[Collected data entries]

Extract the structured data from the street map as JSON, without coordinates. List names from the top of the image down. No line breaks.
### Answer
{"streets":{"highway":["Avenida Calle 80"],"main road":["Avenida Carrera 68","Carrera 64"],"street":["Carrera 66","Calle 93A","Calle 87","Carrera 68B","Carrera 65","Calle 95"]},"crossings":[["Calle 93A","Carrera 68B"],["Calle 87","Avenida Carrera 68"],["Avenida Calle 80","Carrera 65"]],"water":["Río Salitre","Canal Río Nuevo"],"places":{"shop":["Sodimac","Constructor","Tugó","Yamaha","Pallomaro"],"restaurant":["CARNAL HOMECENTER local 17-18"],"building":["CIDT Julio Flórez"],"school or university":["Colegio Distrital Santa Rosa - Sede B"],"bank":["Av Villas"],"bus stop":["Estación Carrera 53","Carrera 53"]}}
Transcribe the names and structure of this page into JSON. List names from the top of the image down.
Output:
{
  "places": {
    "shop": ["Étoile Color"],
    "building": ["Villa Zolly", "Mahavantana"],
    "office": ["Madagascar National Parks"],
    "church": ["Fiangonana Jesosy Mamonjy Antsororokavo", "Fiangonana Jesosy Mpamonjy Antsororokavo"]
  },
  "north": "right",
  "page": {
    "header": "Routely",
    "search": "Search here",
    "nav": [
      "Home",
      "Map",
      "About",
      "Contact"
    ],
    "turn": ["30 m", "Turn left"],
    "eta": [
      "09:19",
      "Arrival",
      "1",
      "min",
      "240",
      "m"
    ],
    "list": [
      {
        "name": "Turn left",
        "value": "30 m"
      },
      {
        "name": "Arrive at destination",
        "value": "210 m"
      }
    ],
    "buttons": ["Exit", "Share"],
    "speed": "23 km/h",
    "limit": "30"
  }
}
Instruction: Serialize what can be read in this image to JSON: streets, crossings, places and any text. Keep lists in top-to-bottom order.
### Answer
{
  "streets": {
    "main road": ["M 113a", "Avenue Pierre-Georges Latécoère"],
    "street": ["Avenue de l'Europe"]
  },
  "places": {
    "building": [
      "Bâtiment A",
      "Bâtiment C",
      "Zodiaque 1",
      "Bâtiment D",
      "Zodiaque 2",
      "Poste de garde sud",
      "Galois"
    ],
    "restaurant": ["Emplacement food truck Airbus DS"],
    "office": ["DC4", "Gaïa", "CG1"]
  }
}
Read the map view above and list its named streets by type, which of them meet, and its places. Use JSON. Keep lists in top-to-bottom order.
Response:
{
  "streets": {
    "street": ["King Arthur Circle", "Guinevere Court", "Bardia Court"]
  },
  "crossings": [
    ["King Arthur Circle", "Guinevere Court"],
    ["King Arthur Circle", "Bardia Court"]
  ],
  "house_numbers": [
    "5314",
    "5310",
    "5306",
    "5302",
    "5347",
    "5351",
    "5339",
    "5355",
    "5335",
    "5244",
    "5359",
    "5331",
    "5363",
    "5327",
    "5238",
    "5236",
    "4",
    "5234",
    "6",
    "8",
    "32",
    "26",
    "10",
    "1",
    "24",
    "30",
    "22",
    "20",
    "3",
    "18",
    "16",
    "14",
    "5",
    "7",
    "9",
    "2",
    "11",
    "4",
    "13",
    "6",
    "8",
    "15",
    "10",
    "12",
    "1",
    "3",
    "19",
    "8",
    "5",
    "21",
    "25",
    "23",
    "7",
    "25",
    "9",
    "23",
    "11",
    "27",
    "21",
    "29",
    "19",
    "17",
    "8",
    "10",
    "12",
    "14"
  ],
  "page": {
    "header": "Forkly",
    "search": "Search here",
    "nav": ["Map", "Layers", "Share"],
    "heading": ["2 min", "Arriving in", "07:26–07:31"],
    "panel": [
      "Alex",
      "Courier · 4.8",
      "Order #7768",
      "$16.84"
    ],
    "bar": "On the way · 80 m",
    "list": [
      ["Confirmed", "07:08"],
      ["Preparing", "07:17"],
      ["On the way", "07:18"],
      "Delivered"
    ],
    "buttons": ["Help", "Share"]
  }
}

§ Problem statement:
A single figure is required: how many lines above contain the word "image".

§ Response below:
3